Certas desculpas tornaram-se padrão para o seu vazio apolítico. Primeiro, é o favorito dos fãs: “nem toda arte tem que ser política”. Os defensores desta teoria acreditam que a arte – principalmente a música e o cinema – não precisa ser profunda. Eles se referem a jams para festas que agora são classificadas como clássicos, e a filmes de comédia que sustentam a bandeira da nova Nollywood, em sua cruzada. Este conjunto específico de pregadores considera a crítica um empreendimento imerecido e fala mais em infundir comentários sociopolíticos na arte que é produzida. A anti-Susan Sontag, por assim dizer, no sentido de que nada é demasiado sério para eles.
Em seu ensaio Culture Custodian, “Como a música nigeriana perdeu sua voz política”, o escritor Patrick Ezema traçou uma genealogia de comentários sociopolíticos na música nigeriana contemporânea. O falecido Fela Anikulapo-Kuti pode ser o personagem-propaganda da música consciente na Nigéria – uma imagem que artistas como Burna Boy, Wizkid e, ironicamente, Bella Shmurda tentaram cooptar ao longo dos anos – mas é lógico que, além da marca de vida jazzística do Afrobeat no Afrobeats, ou Afropop, a música sempre refletiu em grande medida os tempos.
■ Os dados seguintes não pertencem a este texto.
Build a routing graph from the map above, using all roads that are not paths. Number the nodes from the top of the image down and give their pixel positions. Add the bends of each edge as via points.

Pode-se traçar uma linha definitiva para o single de 1994 de Junior e Pretty Bolanle como o início desta nova onda. Lenta mas continuamente, à medida que o gênero encontrava sua voz, também perdia a voz do povo. O declínio da qualidade do conteúdo no mainstream coincidiu de alguma forma com a música nigeriana abrindo as suas asas para além do continente – só que, ao contrário das iterações anteriores, os espectáculos em estádios e as digressões mundiais não exigiam um compêndio de música politicamente consciente. As gravadoras estrangeiras voltaram a contratar nossos artistas e não se importaram nem um pouco que a substância fosse uma conclusão precipitada.
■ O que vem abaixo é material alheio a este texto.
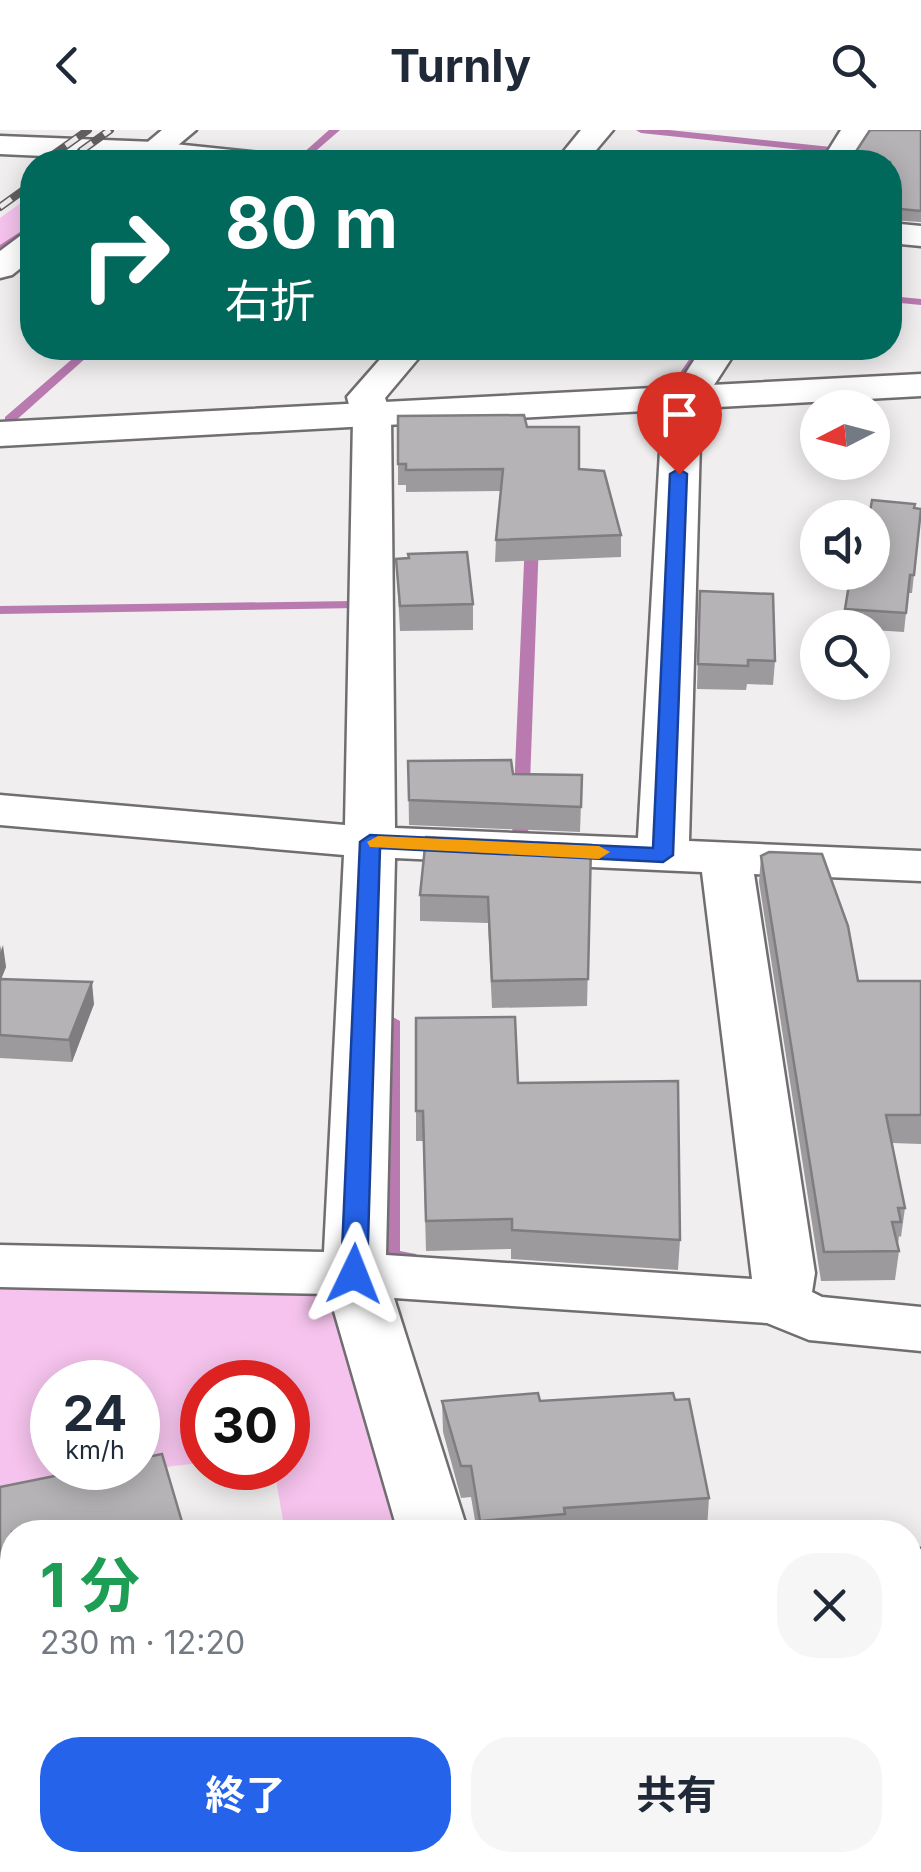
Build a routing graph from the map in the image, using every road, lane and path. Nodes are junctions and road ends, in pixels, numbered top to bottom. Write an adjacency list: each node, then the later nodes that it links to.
1 (14, 130): 4 (street)
2 (181, 130): 6 (street)
3 (598, 130): 7 (street)
4 (0, 143): 5 (street)
5 (74, 150)
6 (156, 150)
7 (580, 150)
8 (398, 360): 12 (street)
9 (712, 360): 11 (street)
10 (921, 386): 11 (street)
11 (686, 398): 12 (street); 16 (street)
12 (370, 414): 13 (street); 15 (street)
13 (0, 434)
14 (0, 810): 15 (street)
15 (370, 842): 16 (street); 20 (street)
16 (663, 855): 17 (street)
17 (726, 858): 18 (street); 21 (street)
18 (921, 866)
19 (0, 1266): 20 (street)
20 (354, 1274): 21 (street); 23 (street)
21 (780, 1302): 22 (street)
22 (921, 1329)
23 (430, 1520)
Para os ávidos entusiastas da música, esta certamente não é a primeira vez que você encontra reclamações sobre a práxis vazia do pop nigeriano. A verdade é que a música e outras formas de arte são inerentemente políticas. Tudo é sério. Até a comédia é séria.
Quando seu mais nova geração de cantores mainstreamauto-aclamado alternativa crianças, em sua maioria criam músicas sobre o hedonismo e as alegrias de perseguir a riqueza, elas estão fazendo uma declaração política sobre o que a sociedade valoriza. A ironia é que esta é também a geração com as abordagens politicamente mais liberais – progressistas que fazem arte regressiva, mas pelo menos sabem o que cada bandeira queer representa e falam sobre o Congo e o Sudão nos postos X.
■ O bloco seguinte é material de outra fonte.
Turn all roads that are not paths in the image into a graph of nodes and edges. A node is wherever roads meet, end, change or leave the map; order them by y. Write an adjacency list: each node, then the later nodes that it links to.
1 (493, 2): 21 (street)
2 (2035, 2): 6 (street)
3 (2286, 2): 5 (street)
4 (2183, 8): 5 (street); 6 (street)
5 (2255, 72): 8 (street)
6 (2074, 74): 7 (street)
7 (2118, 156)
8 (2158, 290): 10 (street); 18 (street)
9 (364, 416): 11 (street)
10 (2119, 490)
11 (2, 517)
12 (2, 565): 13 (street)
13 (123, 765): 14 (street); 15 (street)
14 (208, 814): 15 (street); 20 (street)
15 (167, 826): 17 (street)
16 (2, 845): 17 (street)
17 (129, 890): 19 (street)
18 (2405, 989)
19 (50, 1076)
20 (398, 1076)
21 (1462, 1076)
Quando há um declínio audível na qualidade das composições e roteiros sobre questões banais do cotidiano como romance ou 9-5, artistas e gravadoras estão essencialmente dizendo aos ouvintes que os padrões não são importantes. Quando os filmes que inundam o NollyTube são preenchidos com solteiros ricos e empregadas domésticas sensuais, a mensagem para o público é simples: não pensamos que você pensa, então aqui está a versão cinematográfica do macarrão instantâneo. Isso não vai te encher. Caramba, consumir demais vai deixar você doente. Mas é fácil de criar e ainda mais fácil de digerir quando você reduz seus padrões culinários.
Isso então cria um ciclo de feedback de trabalhos variados que se tornam a norma. Em um discussão na BAFTA Screenwriters Series 2018 em Londres, icônico roteirista de Hollywood, Paul Schrader (Touro Furioso, Taxista) falou sobre esse fenômeno, ainda que em referência ao papel do público na construção do cinema de qualidade. “Quando as pessoas levam os filmes a sério, é muito fácil fazer um filme sério. Quando não o levam a sério, é muito, muito difícil. Agora temos públicos que não levam os filmes a sério, por isso é difícil fazer um filme sério para eles.” Por aqui, o ciclo não começou exatamente com o público. Mas foi reforçado pelo apoio constante ao ponto mais baixo. Dos recordes de bilheteria para filmes populistas baseados em lições de moral e em um sonhoao pagamento de dezenas de milhares de Naira para assistir artistas que atuam 8 horas atrasados, o ciclo nunca foi tão forte. Tanto é verdade que, quando os criadores se desviam desse status quo básico, muitos os acusam de pretensão.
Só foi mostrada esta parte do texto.